Psychē lieben, könnte heißen: Ich habe alles unter Kontrolle. Ich verlasse mich nur auf meine Ressourcen.

Das Wort vom Hassen ist wirklich schwierig. Will Gott uns etwa an der kurzen Leine halten? Unser Glück schmälern? Will er, daß Christen so durchs Leben gehen, daß sie eben an allem etwas weniger Freude haben als die andern, die nicht nach Gott fragen? Gewiß nicht! ganz im Gegenteil.

Ich probiere positiv zu Formulieren, was das heißen könnte: Die psychē hassen:

·     Ich will nicht ertrotzen, was mir nicht gehört

·     Und das Geschenkte will ich nicht verachten.

Vielleicht buchstabieren wir in diesen Tagen wieder ganz neu, was das Jesuswort bedeutet: Wer sich ans Leben klammert, kann nicht leben.
Es nimmt uns den »Schnuuf« – seit einem Jahr starren wir gebannt auf das Virus, wir sind wie gelähmt – die Auswirkungen auf das Leben sind katastrophal.
Jesus erinnert uns daran: Wir müssen wieder sterben dürfen, damit wir leben können.

Jesus spricht ja von dem, der zoē wählt: Wer sich nicht festklammert, bekommt Luft zum Atem. Wer über den »Tellerrand« der eigenen Möglichkeiten hinausblickt, der entdeckt neuen Lebensraum. Er kann nur gewinnen!

Früher dachte man dabei vorallem ans Jenseits, dort werde es einmal wirklich schön und gut sein. - Es ist aber falsch, diesen Gewinn erst und nur im Jenseits anzusiedeln. Wir denken manchmal: das zeitliche Leben, darin sind wir jetzt, und das ewige Leben, das kommt dann einmal. Jesus sieht, wie sie zusammenhängen: Ja, jetzt schon ist in diesem ewigen, guten Leben, wer sein Vertrauen auf Jesus Christus setzt und seine Schritte nachvollzieht. So sagt Jesus: Er wird sein Leben bewahren ins ewige Leben.

Es ist schon etwas ganz Schwieriges, das zu verstehen. Ein großes Wagnis, sich darauf einzulassen. Niemand sage, er habe es begriffen, denn jedes Mal, wenn von uns diese Schritte in gehorsamem Vertrauen verlangt werden, Schritte durch Leiden, durch Ersterben, jedes Mal kommt es uns dann ganz schwer an, daran zu glauben, daß wir das Leben bewahren, indem wir es loslassen.

Aber wenn wir es versucht haben, dann haben wir erfahren, daß Christus dort Leben gibt, wo wir fürchteten, es zu verlieren.
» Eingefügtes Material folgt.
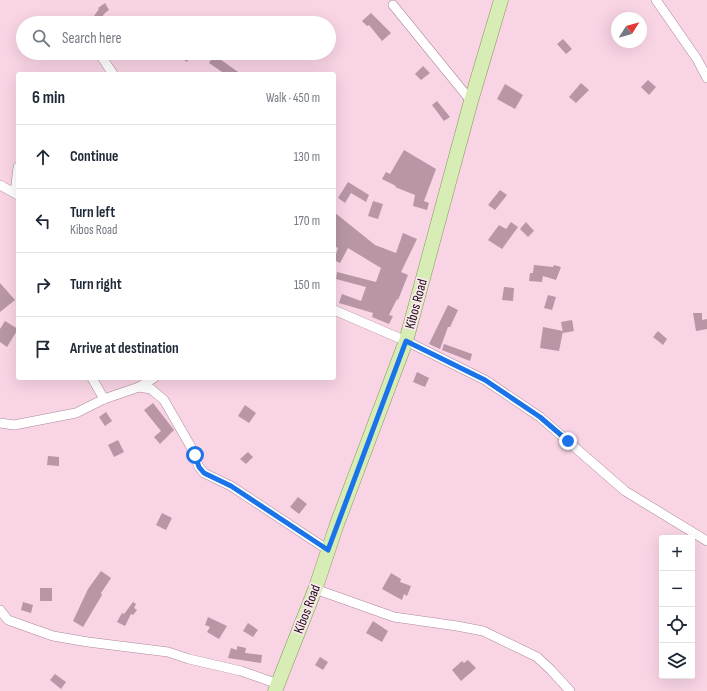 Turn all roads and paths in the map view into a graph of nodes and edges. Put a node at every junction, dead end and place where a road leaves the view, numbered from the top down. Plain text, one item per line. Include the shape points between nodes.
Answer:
1 (501, 0) edge
2 (656, 0) edge
3 (393, 5) dead end
4 (104, 60) edge
5 (112, 72) edge
6 (707, 78) edge
7 (471, 101) junction
8 (0, 185) edge
9 (16, 194) edge
10 (336, 311) edge
11 (406, 341) junction
12 (93, 380) edge
13 (151, 380) edge
14 (139, 387) junction
15 (104, 399) junction
16 (0, 424) edge
17 (707, 541) edge
18 (328, 550) junction
19 (315, 590) junction
20 (0, 610) edge
21 (276, 688) edge
22 (570, 691) edge

1 - 7 main road, Kibos Road
2 - 6 street via 697,59
3 - 7 street
4 - 5 street
7 - 11 main road, Kibos Road
8 - 9 street
10 - 11 street
11 - 17 street via 485,380 514,398 540,417 625,491
11 - 18 main road, Kibos Road
12 - 15 street
13 - 14 street
14 - 15 street
14 - 18 street via 151,389 164,400 204,473 231,486
15 - 16 street via 70,415 14,425
18 - 19 main road, Kibos Road
19 - 21 main road, Kibos Road
19 - 22 street via 394,617 483,631 537,657
20 - 21 street via 8,620 53,636 168,652 241,671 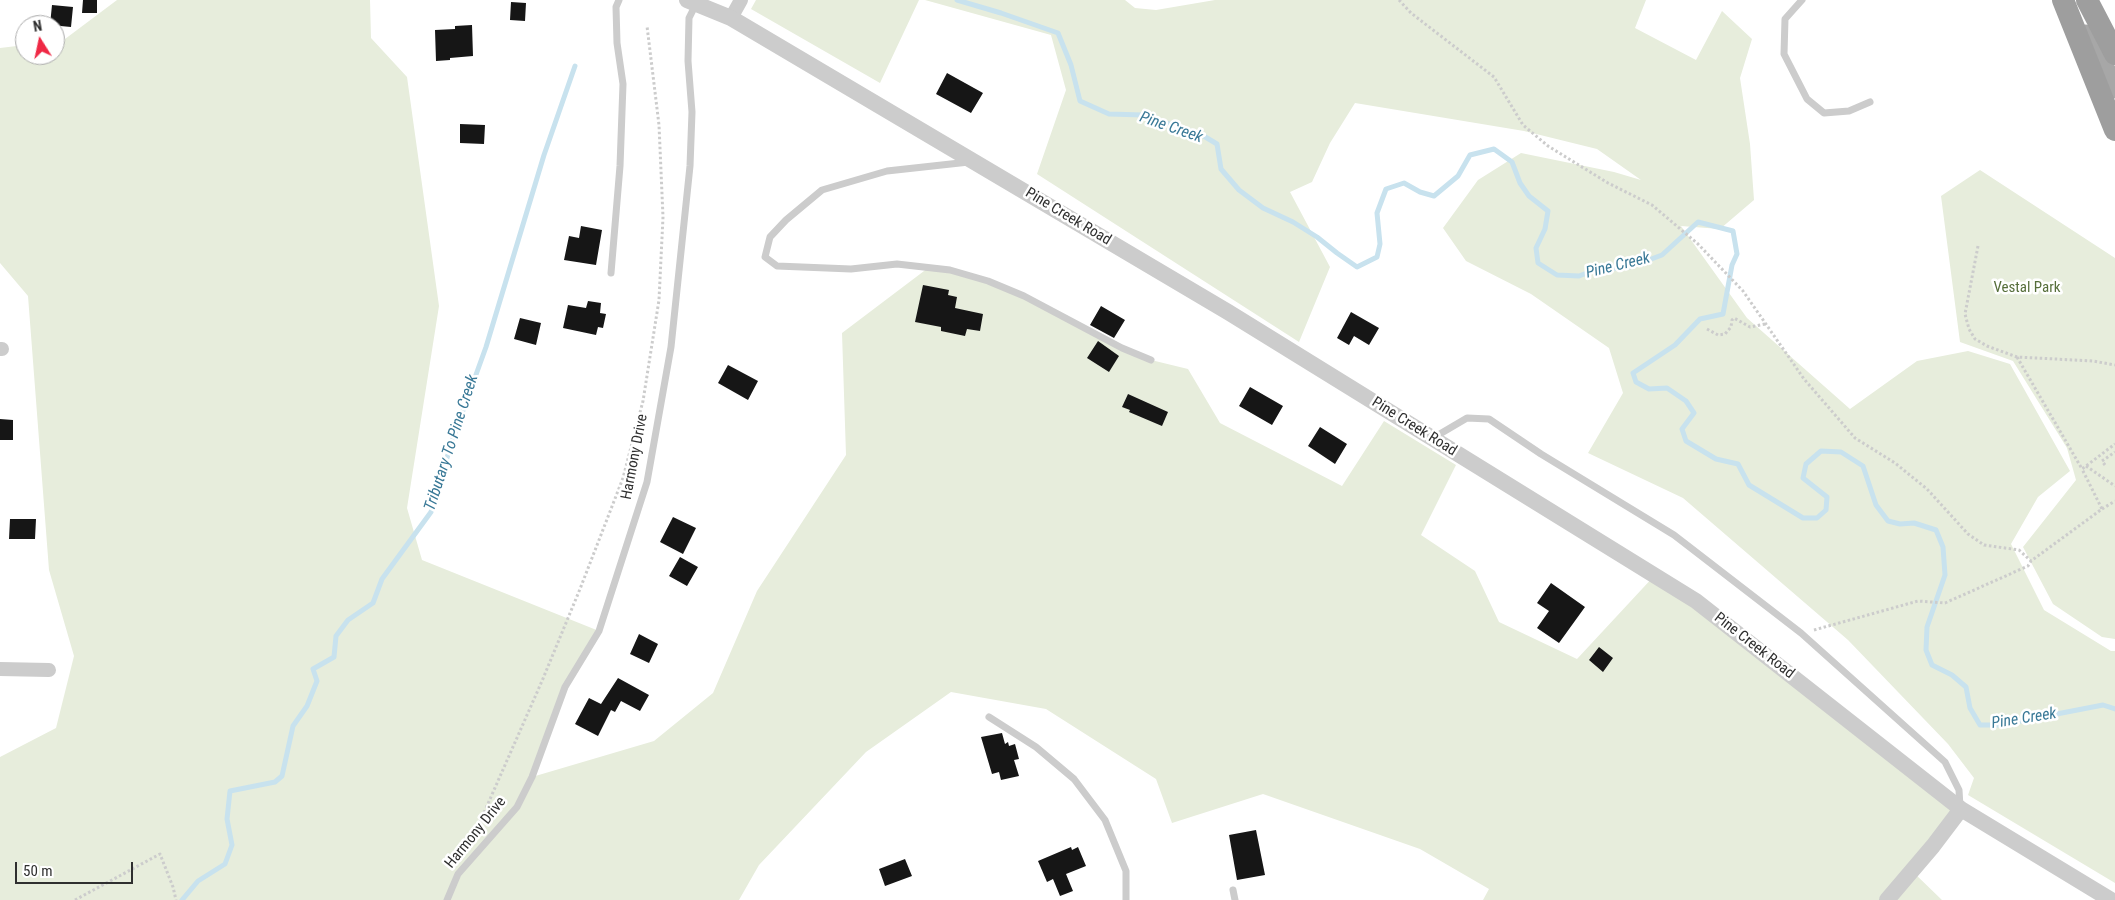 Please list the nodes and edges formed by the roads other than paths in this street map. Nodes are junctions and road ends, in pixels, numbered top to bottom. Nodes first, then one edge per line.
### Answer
1 (619, 0) edge
2 (741, 0) edge
3 (1802, 0) edge
4 (2064, 0) edge
5 (691, 2) edge
6 (2092, 6) edge
7 (731, 18) junction
8 (2115, 54) edge
9 (2115, 88) edge
10 (1870, 102) dead end
11 (2115, 130) edge
12 (975, 161) junction
13 (610, 273) dead end
14 (1151, 360) dead end
15 (1433, 438) junction
16 (0, 669) edge
17 (49, 670) dead end
18 (989, 717) dead end
19 (1961, 810) junction
20 (1232, 890) dead end
21 (447, 900) edge
22 (1126, 900) edge
23 (1235, 900) edge
24 (1886, 900) edge
25 (2111, 900) edge

1 - 13 lane
2 - 7 street
3 - 10 lane
4 - 9 main road
4 - 11 highway
5 - 7 street, Pine Creek Road
5 - 21 lane, Harmony Drive
6 - 8 highway
7 - 12 street, Pine Creek Road
12 - 14 lane
12 - 15 street, Pine Creek Road
15 - 19 street, Pine Creek Road
15 - 19 lane
16 - 17 street
18 - 22 lane
19 - 24 street
19 - 25 street, Pine Creek Road
20 - 23 lane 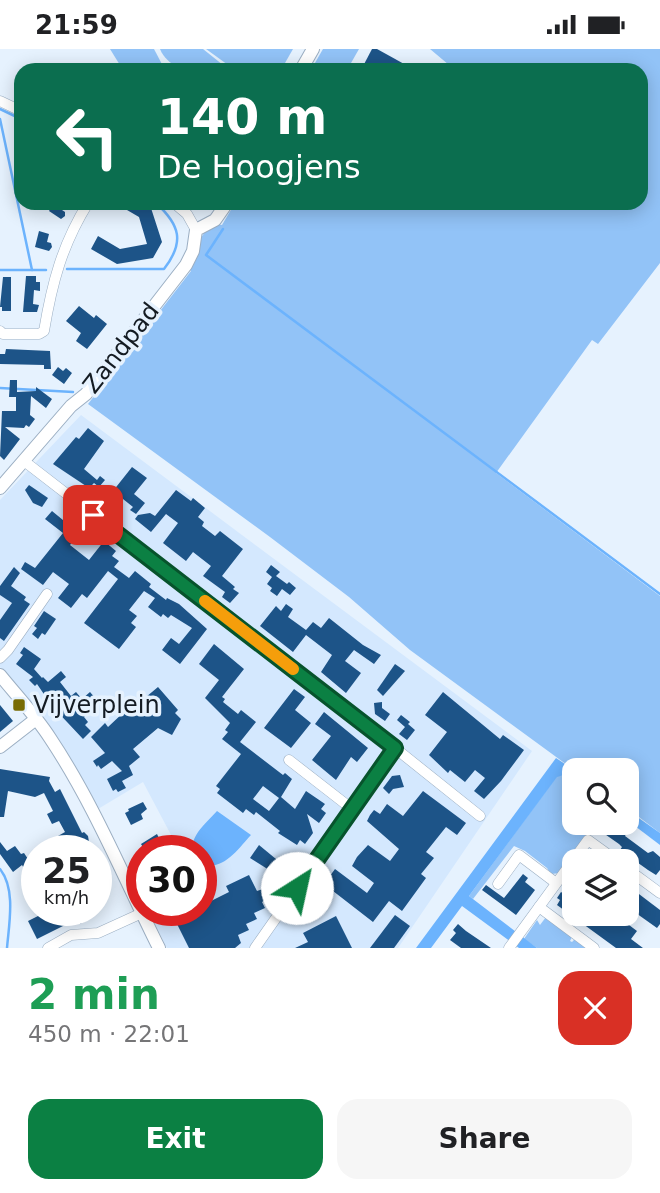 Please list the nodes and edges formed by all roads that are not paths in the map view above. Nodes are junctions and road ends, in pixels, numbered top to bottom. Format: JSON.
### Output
{"nodes":[{"id":1,"x":84,"y":210,"type":"edge"},
{"id":2,"x":182,"y":210,"type":"edge"},
{"id":3,"x":222,"y":210,"type":"edge"},
{"id":4,"x":196,"y":230,"type":"junction"},
{"id":5,"x":0,"y":331,"type":"edge"},
{"id":6,"x":24,"y":461,"type":"junction"},
{"id":7,"x":0,"y":488,"type":"edge"},
{"id":8,"x":47,"y":594,"type":"dead end"},
{"id":9,"x":0,"y":658,"type":"edge"},
{"id":10,"x":0,"y":675,"type":"edge"},
{"id":11,"x":36,"y":719,"type":"junction"},
{"id":12,"x":0,"y":747,"type":"edge"},
{"id":13,"x":395,"y":748,"type":"junction"},
{"id":14,"x":289,"y":760,"type":"dead end"},
{"id":15,"x":352,"y":809,"type":"junction"},
{"id":16,"x":480,"y":816,"type":"dead end"},
{"id":17,"x":581,"y":849,"type":"edge"},
{"id":18,"x":600,"y":849,"type":"edge"},
{"id":19,"x":562,"y":875,"type":"edge"},
{"id":20,"x":639,"y":878,"type":"edge"},
{"id":21,"x":126,"y":880,"type":"edge"},
{"id":22,"x":556,"y":883,"type":"junction"},
{"id":23,"x":498,"y":884,"type":"dead end"},
{"id":24,"x":660,"y":893,"type":"edge"},
{"id":25,"x":539,"y":907,"type":"junction"},
{"id":26,"x":126,"y":920,"type":"edge"},
{"id":27,"x":148,"y":926,"type":"edge"},
{"id":28,"x":510,"y":947,"type":"edge"},
{"id":29,"x":48,"y":948,"type":"edge"},
{"id":30,"x":159,"y":948,"type":"edge"},
{"id":31,"x":255,"y":948,"type":"edge"},
{"id":32,"x":594,"y":948,"type":"edge"}],
"edges":[{"from":1,"to":5,"type":"street"},
{"from":2,"to":4,"type":"street"},
{"from":3,"to":4,"type":"street"},
{"from":4,"to":6,"type":"street","name":"Zandpad"},
{"from":6,"to":7,"type":"street","name":"Zandpad"},
{"from":6,"to":13,"type":"street"},
{"from":8,"to":9,"type":"street"},
{"from":10,"to":11,"type":"street"},
{"from":11,"to":12,"type":"street"},
{"from":11,"to":21,"type":"street"},
{"from":13,"to":15,"type":"street"},
{"from":13,"to":16,"type":"street"},
{"from":14,"to":15,"type":"street"},
{"from":15,"to":31,"type":"street"},
{"from":17,"to":18,"type":"street"},
{"from":19,"to":22,"type":"street"},
{"from":20,"to":24,"type":"street"},
{"from":22,"to":23,"type":"street"},
{"from":22,"to":25,"type":"street"},
{"from":25,"to":28,"type":"street"},
{"from":25,"to":32,"type":"street"},
{"from":26,"to":29,"type":"street"},
{"from":27,"to":30,"type":"street"}]}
Es ist gewiß wahr: Du wirst freier, reicher, fröhlicher, wo du nicht dich selbst suchst und meinst, sondern Jesus dienen willst.

Wo Jesus ist, da sollen auch seine Diener sein: im freien Hergeben und Dienen und im ewigen Leben.

Vor etlichen Jahren in einem Wintergebirgskurs war ich mit andern Soldaten am Fuß des Piz Kesch auf dem Gletscherfirn. Hinter uns die rund 250m hohe Steilflanke zum Berggipfel: weglose Felswand und Eis. Der Bergführer: »Wir machen uns jetzt bereit: Steigeisen anziehen, anseilen und Eispickel in der Hand. - Wer will unten bleiben?« Mit ein paar anderen streckt auch der Rissi auf. Dem ist das Herz in die Hose gerutscht. Aber der Bergführer meint: »Du kannst das schon, ich nehme dich ans Seil.« Am Seil des Bergführers bin ich jene Flanke hochgekraxelt, das erste Mal im Leben mit Steigeisen und Pickel. Ich habe mich auf ihn verlassen.  Immer nur in  seinen Fußtritten. Mir wurde nicht einmal schwindlig. Oben die Aussicht und das Gefühl: fantastisch! Das hätte ich allein nie geschafft!

Das ist der Unterschied zwischen Jesus und den Gurus und Influencern und das ist sein Geheimnis: Sie weisen den Weg und lassen sich verehren. Er geht den Weg in letzter Konsequenz. Er geht ihn voraus. Im Leben, wo du manchmal nur noch eine unüberwindbare Felswand siehst. Und dann auch im Sterben und in der Auferstehung. Das ist sein Geheimnis: Er nimmt dich ans Seil und du bist gerettet.

Stellen wir uns noch einmal die Alternativen vor:

Ein »Psychē«-Leben ohne Christus ‑ eine schreckliche Vorstellung: leeres Glück und ein ewiges Verlorensein! 

Ein »Zoē«-Leben mit Christus aber, ein Leben als Weizenkorn - das wird vom Vater geehrt, sagt Jesus, was heißt: Er läßt dieses Leben aufgehen, es kann wachsen, blühen, sich entfalten und Frucht bringen.